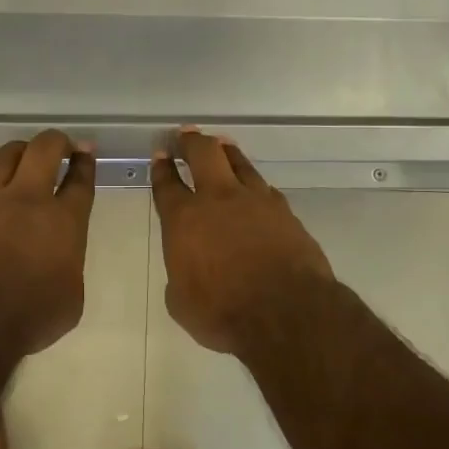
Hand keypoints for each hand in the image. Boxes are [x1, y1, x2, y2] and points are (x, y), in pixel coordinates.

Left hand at [0, 130, 95, 354]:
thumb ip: (68, 272)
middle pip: (43, 151)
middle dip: (54, 141)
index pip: (80, 181)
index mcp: (64, 222)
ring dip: (14, 152)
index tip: (86, 152)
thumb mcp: (70, 302)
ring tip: (18, 153)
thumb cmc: (28, 317)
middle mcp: (26, 201)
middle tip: (58, 144)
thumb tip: (58, 266)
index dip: (85, 163)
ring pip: (1, 158)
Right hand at [150, 128, 334, 355]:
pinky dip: (253, 182)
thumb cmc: (223, 312)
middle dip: (191, 140)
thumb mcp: (181, 302)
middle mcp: (218, 199)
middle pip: (203, 153)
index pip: (167, 183)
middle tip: (186, 134)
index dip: (161, 166)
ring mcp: (255, 201)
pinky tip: (253, 186)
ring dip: (225, 151)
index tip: (160, 153)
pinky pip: (264, 187)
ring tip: (220, 145)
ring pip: (238, 161)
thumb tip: (188, 267)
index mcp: (184, 219)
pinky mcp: (284, 211)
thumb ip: (180, 274)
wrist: (287, 313)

◆ Description of the task
Retype exactly the lines from the one containing "middle dip: (54, 141)" through the end of the data. Add nothing.

◆ Answer space
middle dip: (54, 141)
index pip: (80, 181)
index mcp: (64, 222)
ring dip: (14, 152)
index tip: (86, 152)
thumb mcp: (70, 302)
ring tip: (18, 153)
thumb cmc: (28, 317)
middle mcp: (26, 201)
middle tip: (58, 144)
thumb tip: (58, 266)
index dip: (85, 163)
ring pip: (1, 158)
Right hand at [150, 128, 334, 355]:
pinky dip: (253, 182)
thumb cmc: (223, 312)
middle dip: (191, 140)
thumb mcp: (181, 302)
middle mcp: (218, 199)
middle pip: (203, 153)
index pip: (167, 183)
middle tip: (186, 134)
index dip: (161, 166)
ring mcp: (255, 201)
pinky tip: (253, 186)
ring dip: (225, 151)
index tip: (160, 153)
pinky pip: (264, 187)
ring tip: (220, 145)
ring pip: (238, 161)
thumb tip: (188, 267)
index mcp: (184, 219)
pinky mcp: (284, 211)
thumb ip: (180, 274)
wrist: (287, 313)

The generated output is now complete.